WHAT YOU HAVE TO DO: Reproduce only the lines from the one containing "Please list the" through the end of the data, exactly as they stand.

Saved entries:
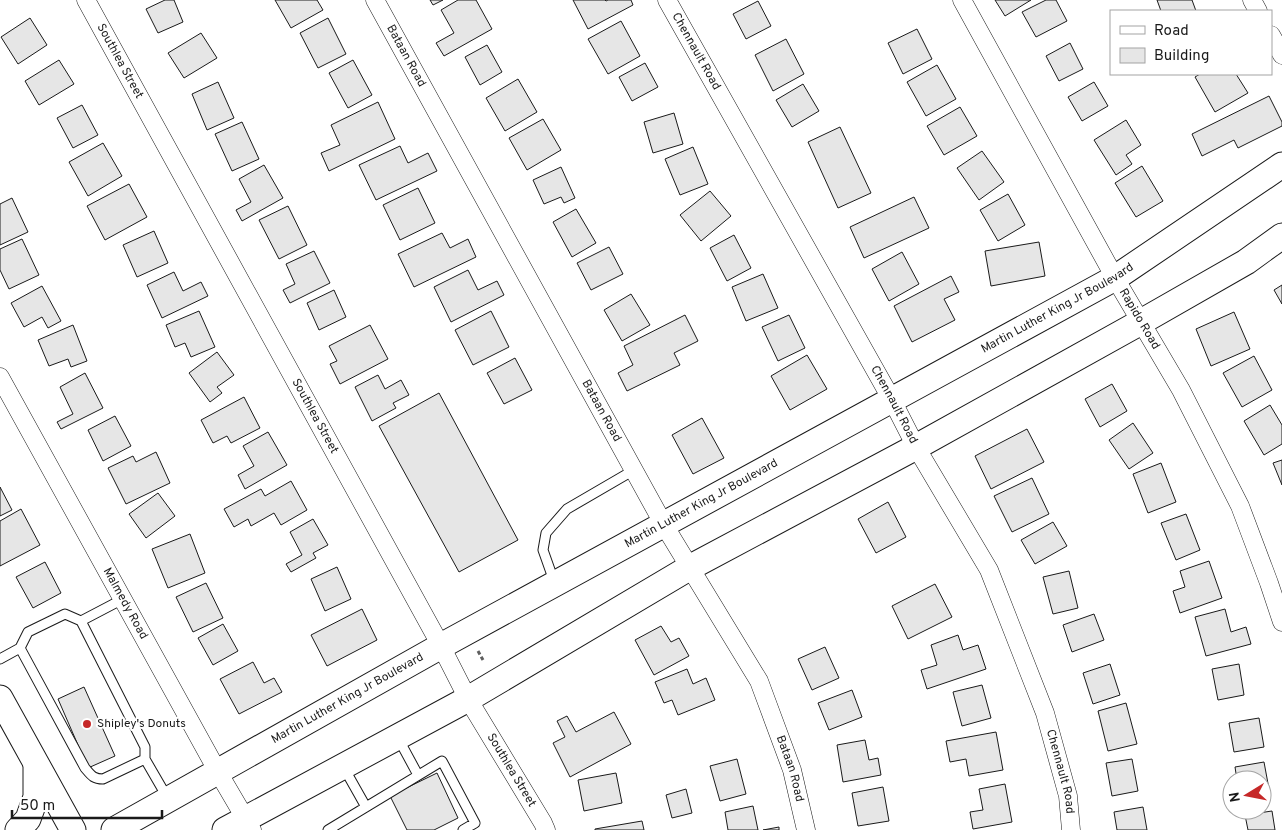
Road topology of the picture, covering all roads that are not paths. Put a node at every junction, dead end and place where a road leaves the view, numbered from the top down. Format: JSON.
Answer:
{"nodes":[{"id":1,"x":86,"y":0,"type":"edge"},
{"id":2,"x":376,"y":0,"type":"edge"},
{"id":3,"x":667,"y":0,"type":"edge"},
{"id":4,"x":962,"y":0,"type":"edge"},
{"id":5,"x":1272,"y":37,"type":"edge"},
{"id":6,"x":1282,"y":55,"type":"edge"},
{"id":7,"x":1282,"y":165,"type":"edge"},
{"id":8,"x":1282,"y":236,"type":"edge"},
{"id":9,"x":1115,"y":278,"type":"junction"},
{"id":10,"x":1141,"y":322,"type":"junction"},
{"id":11,"x":0,"y":377,"type":"edge"},
{"id":12,"x":892,"y":400,"type":"junction"},
{"id":13,"x":916,"y":447,"type":"junction"},
{"id":14,"x":634,"y":470,"type":"junction"},
{"id":15,"x":664,"y":525,"type":"junction"},
{"id":16,"x":689,"y":568,"type":"junction"},
{"id":17,"x":555,"y":584,"type":"junction"},
{"id":18,"x":123,"y":599,"type":"junction"},
{"id":19,"x":81,"y":621,"type":"junction"},
{"id":20,"x":1282,"y":622,"type":"edge"},
{"id":21,"x":441,"y":646,"type":"junction"},
{"id":22,"x":20,"y":648,"type":"junction"},
{"id":23,"x":0,"y":659,"type":"edge"},
{"id":24,"x":0,"y":698,"type":"edge"},
{"id":25,"x":468,"y":699,"type":"junction"},
{"id":26,"x":398,"y":737,"type":"junction"},
{"id":27,"x":145,"y":759,"type":"junction"},
{"id":28,"x":36,"y":763,"type":"junction"},
{"id":29,"x":343,"y":766,"type":"junction"},
{"id":30,"x":218,"y":772,"type":"junction"},
{"id":31,"x":418,"y":775,"type":"junction"},
{"id":32,"x":169,"y":800,"type":"junction"},
{"id":33,"x":366,"y":807,"type":"junction"},
{"id":34,"x":241,"y":826,"type":"edge"},
{"id":35,"x":18,"y":830,"type":"edge"},
{"id":36,"x":73,"y":830,"type":"edge"},
{"id":37,"x":114,"y":830,"type":"edge"},
{"id":38,"x":328,"y":830,"type":"edge"},
{"id":39,"x":463,"y":830,"type":"edge"},
{"id":40,"x":546,"y":830,"type":"edge"},
{"id":41,"x":806,"y":830,"type":"edge"},
{"id":42,"x":1071,"y":830,"type":"edge"}],
"edges":[{"from":1,"to":21,"type":"street","name":"Southlea Street"},
{"from":2,"to":14,"type":"street","name":"Bataan Road"},
{"from":3,"to":12,"type":"street","name":"Chennault Road"},
{"from":4,"to":9,"type":"street","name":"Rapido Road"},
{"from":5,"to":6,"type":"street"},
{"from":7,"to":9,"type":"main road","name":"Martin Luther King Jr Boulevard"},
{"from":8,"to":10,"type":"main road"},
{"from":9,"to":10,"type":"street","name":"Rapido Road"},
{"from":9,"to":12,"type":"main road","name":"Martin Luther King Jr Boulevard"},
{"from":10,"to":13,"type":"main road"},
{"from":10,"to":20,"type":"street","name":"Rapido Road"},
{"from":11,"to":18,"type":"street","name":"Malmedy Road"},
{"from":12,"to":13,"type":"street","name":"Chennault Road"},
{"from":12,"to":15,"type":"main road","name":"Martin Luther King Jr Boulevard"},
{"from":13,"to":16,"type":"main road"},
{"from":13,"to":42,"type":"street","name":"Chennault Road"},
{"from":14,"to":15,"type":"street","name":"Bataan Road"},
{"from":14,"to":17,"type":"lane"},
{"from":15,"to":16,"type":"street","name":"Bataan Road"},
{"from":15,"to":17,"type":"main road","name":"Martin Luther King Jr Boulevard"},
{"from":16,"to":25,"type":"main road"},
{"from":16,"to":41,"type":"street","name":"Bataan Road"},
{"from":17,"to":21,"type":"main road","name":"Martin Luther King Jr Boulevard"},
{"from":18,"to":19,"type":"lane"},
{"from":18,"to":30,"type":"street","name":"Malmedy Road"},
{"from":19,"to":22,"type":"lane"},
{"from":19,"to":27,"type":"lane"},
{"from":21,"to":25,"type":"street","name":"Southlea Street"},
{"from":21,"to":30,"type":"main road","name":"Martin Luther King Jr Boulevard"},
{"from":22,"to":23,"type":"lane"},
{"from":22,"to":27,"type":"lane"},
{"from":24,"to":28,"type":"main road"},
{"from":25,"to":26,"type":"main road"},
{"from":25,"to":40,"type":"street","name":"Southlea Street"},
{"from":26,"to":29,"type":"main road"},
{"from":26,"to":31,"type":"lane"},
{"from":27,"to":32,"type":"lane"},
{"from":28,"to":35,"type":"main road"},
{"from":28,"to":36,"type":"main road"},
{"from":29,"to":33,"type":"lane"},
{"from":29,"to":34,"type":"main road"},
{"from":30,"to":32,"type":"main road","name":"Martin Luther King Jr Boulevard"},
{"from":30,"to":34,"type":"street","name":"Malmedy Road"},
{"from":31,"to":33,"type":"lane"},
{"from":31,"to":39,"type":"lane"},
{"from":32,"to":37,"type":"main road","name":"Martin Luther King Jr Boulevard"},
{"from":33,"to":38,"type":"lane"}]}
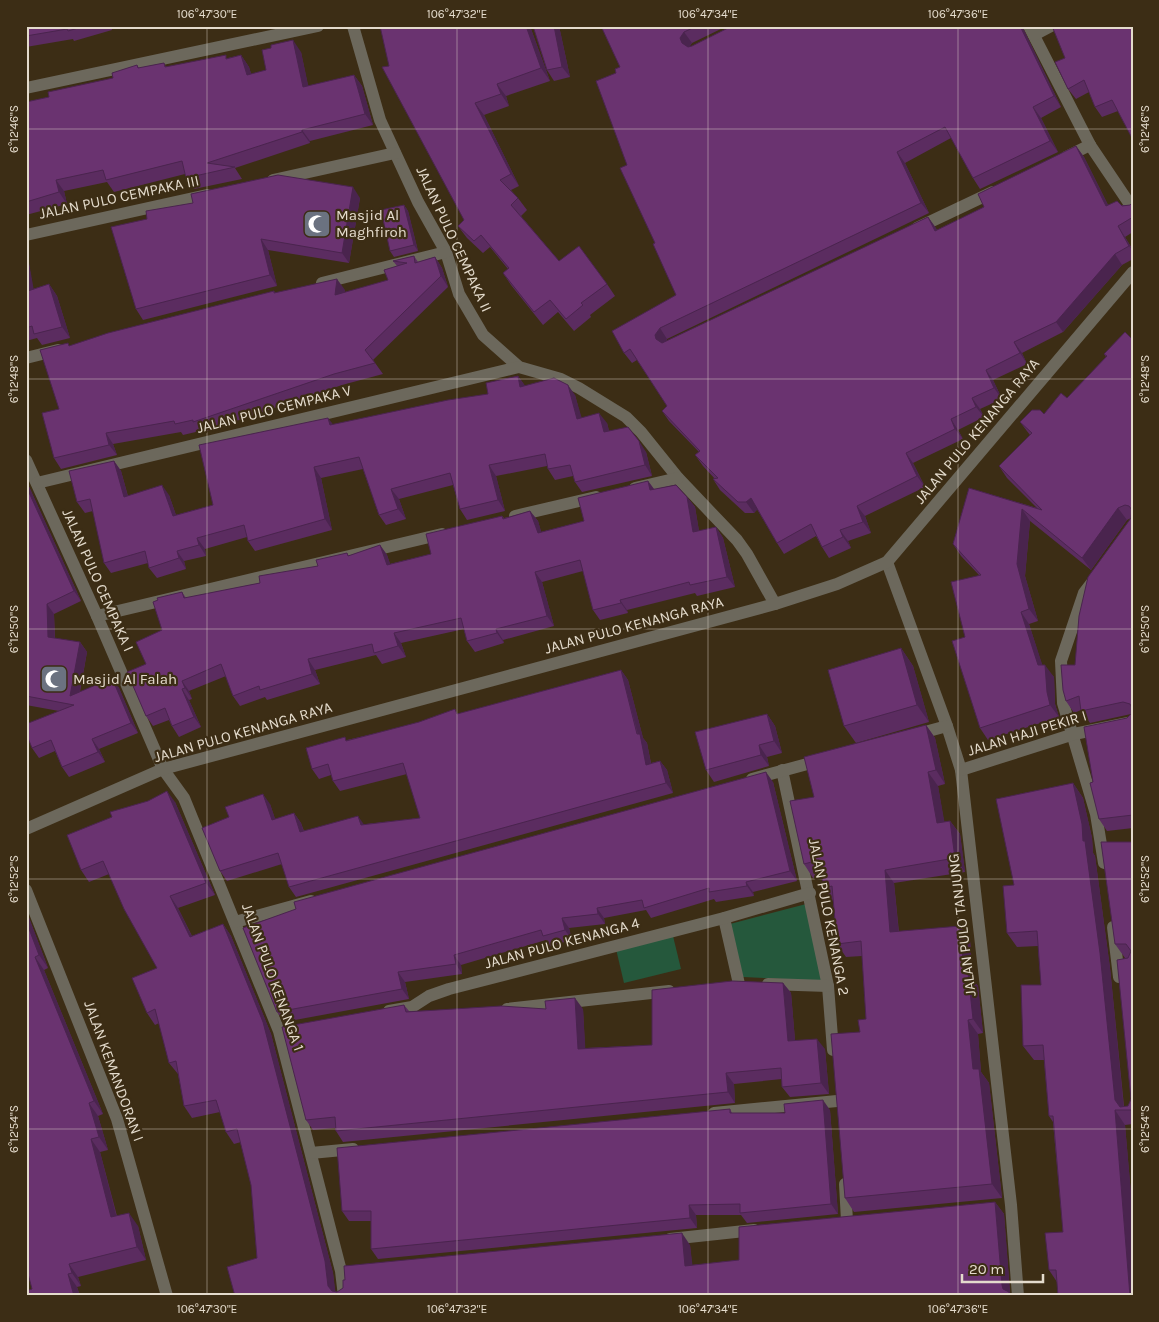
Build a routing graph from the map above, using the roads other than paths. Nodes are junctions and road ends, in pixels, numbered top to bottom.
1 (318, 26) edge
2 (353, 26) edge
3 (1051, 26) edge
4 (1032, 30) edge
5 (26, 88) edge
6 (1090, 145) junction
7 (395, 153) junction
8 (1055, 162) edge
9 (259, 183) edge
10 (1001, 188) edge
11 (220, 192) edge
12 (1133, 209) edge
13 (26, 235) edge
14 (903, 235) edge
15 (446, 252) junction
16 (1133, 272) edge
17 (312, 286) edge
18 (74, 346) edge
19 (26, 358) edge
20 (519, 367) junction
21 (26, 460) edge
22 (678, 478) junction
23 (36, 483) junction
24 (504, 519) edge
25 (456, 531) edge
26 (887, 562) junction
27 (1100, 570) edge
28 (775, 604) junction
29 (97, 616) junction
30 (1133, 722) edge
31 (948, 726) junction
32 (1074, 734) junction
33 (904, 738) edge
34 (838, 755) edge
35 (163, 769) junction
36 (782, 770) junction
37 (961, 770) junction
38 (744, 781) edge
39 (26, 830) edge
40 (1117, 847) edge
41 (1102, 848) junction
42 (1106, 876) edge
43 (26, 890) edge
44 (810, 892) junction
45 (322, 898) edge
46 (1111, 912) edge
47 (724, 918) junction
48 (235, 922) junction
49 (1133, 966) edge
50 (1118, 967) junction
51 (828, 986) junction
52 (1120, 986) edge
53 (682, 990) edge
54 (412, 1007) junction
55 (491, 1010) edge
56 (426, 1012) edge
57 (374, 1014) edge
58 (834, 1062) edge
59 (698, 1114) edge
60 (839, 1118) edge
61 (371, 1147) edge
62 (311, 1153) junction
63 (844, 1172) edge
64 (1010, 1205) junction
65 (996, 1207) edge
66 (847, 1221) edge
67 (768, 1229) edge
68 (659, 1240) edge
69 (166, 1296) edge
70 (344, 1296) edge
71 (1018, 1296) edge

1 - 5 street
2 - 7 street, JALAN PULO CEMPAKA II
3 - 4 street
4 - 6 street
6 - 8 street
6 - 12 street
7 - 9 street
7 - 15 street, JALAN PULO CEMPAKA II
10 - 14 street
11 - 13 street, JALAN PULO CEMPAKA III
15 - 17 street
15 - 20 street, JALAN PULO CEMPAKA II
16 - 26 street, JALAN PULO KENANGA RAYA
18 - 19 street
20 - 22 street, JALAN PULO CEMPAKA II
20 - 23 street, JALAN PULO CEMPAKA V
21 - 23 street, JALAN PULO CEMPAKA I
22 - 24 street
22 - 28 street, JALAN PULO CEMPAKA II
23 - 29 street, JALAN PULO CEMPAKA I
25 - 29 street
26 - 28 street, JALAN PULO KENANGA RAYA
26 - 31 street, JALAN PULO TANJUNG
27 - 32 street
28 - 35 street, JALAN PULO KENANGA RAYA
29 - 35 street, JALAN PULO CEMPAKA I
30 - 32 street, JALAN HAJI PEKIR I
31 - 33 street
31 - 37 street, JALAN PULO TANJUNG
32 - 37 street, JALAN HAJI PEKIR I
32 - 41 street
34 - 36 street
35 - 39 street, JALAN PULO KENANGA RAYA
35 - 48 street, JALAN PULO KENANGA 1
36 - 38 street
36 - 44 street, JALAN PULO KENANGA 2
37 - 64 street, JALAN PULO TANJUNG
40 - 41 street
41 - 42 street
43 - 69 street, JALAN KEMANDORAN I
44 - 47 street, JALAN PULO KENANGA 4
44 - 51 street, JALAN PULO KENANGA 2
45 - 48 street
46 - 50 street
47 - 51 street
47 - 54 street, JALAN PULO KENANGA 4
48 - 62 street, JALAN PULO KENANGA 1
49 - 50 street
50 - 52 street
51 - 58 street, JALAN PULO KENANGA 2
53 - 55 street
54 - 56 street
54 - 57 street, JALAN PULO KENANGA 4
59 - 60 street
61 - 62 street
62 - 70 street, JALAN PULO KENANGA 1
63 - 66 street
64 - 65 street
64 - 71 street, JALAN PULO TANJUNG
67 - 68 street

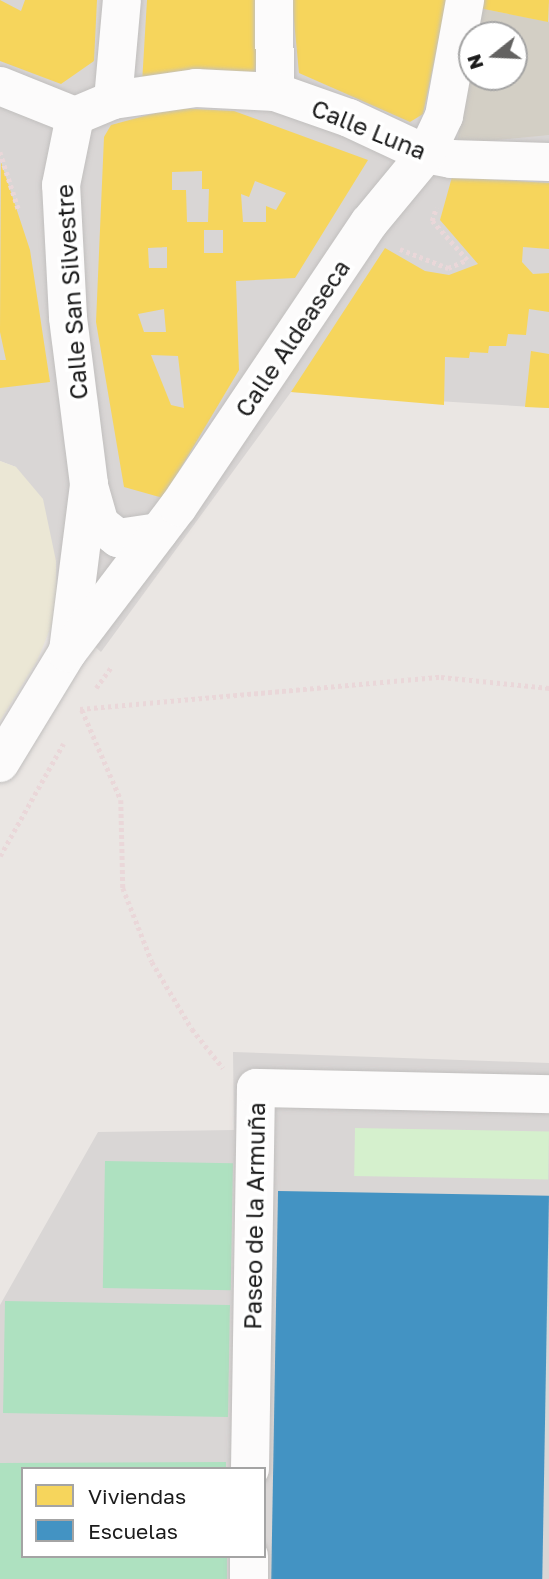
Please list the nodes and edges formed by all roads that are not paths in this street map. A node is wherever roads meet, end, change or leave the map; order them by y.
1 (122, 0) edge
2 (274, 0) edge
3 (465, 0) edge
4 (0, 86) edge
5 (275, 92) junction
6 (113, 100) junction
7 (75, 116) junction
8 (426, 154) junction
9 (549, 162) edge
10 (89, 484) junction
11 (159, 532) junction
12 (68, 653) junction
13 (0, 763) edge
14 (549, 1094) edge
15 (250, 1467) edge
16 (249, 1558) edge
17 (248, 1579) edge

1 - 6 street
2 - 5 street
3 - 8 street, Calle Aldeaseca
4 - 7 street
5 - 6 street, Calle Luna
5 - 8 street, Calle Luna
6 - 7 street
7 - 10 street, Calle San Silvestre
8 - 9 street, Calle Luna
8 - 11 street, Calle Aldeaseca
10 - 11 street, Calle San Silvestre
10 - 12 street, Calle San Silvestre
11 - 12 street, Calle Aldeaseca
12 - 13 street, Calle Aldeaseca
14 - 15 street, Paseo de la Armuña
16 - 17 street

RESULT OF THE EXERCISE:
Please list the nodes and edges formed by all roads that are not paths in this street map. A node is wherever roads meet, end, change or leave the map; order them by y.
1 (122, 0) edge
2 (274, 0) edge
3 (465, 0) edge
4 (0, 86) edge
5 (275, 92) junction
6 (113, 100) junction
7 (75, 116) junction
8 (426, 154) junction
9 (549, 162) edge
10 (89, 484) junction
11 (159, 532) junction
12 (68, 653) junction
13 (0, 763) edge
14 (549, 1094) edge
15 (250, 1467) edge
16 (249, 1558) edge
17 (248, 1579) edge

1 - 6 street
2 - 5 street
3 - 8 street, Calle Aldeaseca
4 - 7 street
5 - 6 street, Calle Luna
5 - 8 street, Calle Luna
6 - 7 street
7 - 10 street, Calle San Silvestre
8 - 9 street, Calle Luna
8 - 11 street, Calle Aldeaseca
10 - 11 street, Calle San Silvestre
10 - 12 street, Calle San Silvestre
11 - 12 street, Calle Aldeaseca
12 - 13 street, Calle Aldeaseca
14 - 15 street, Paseo de la Armuña
16 - 17 street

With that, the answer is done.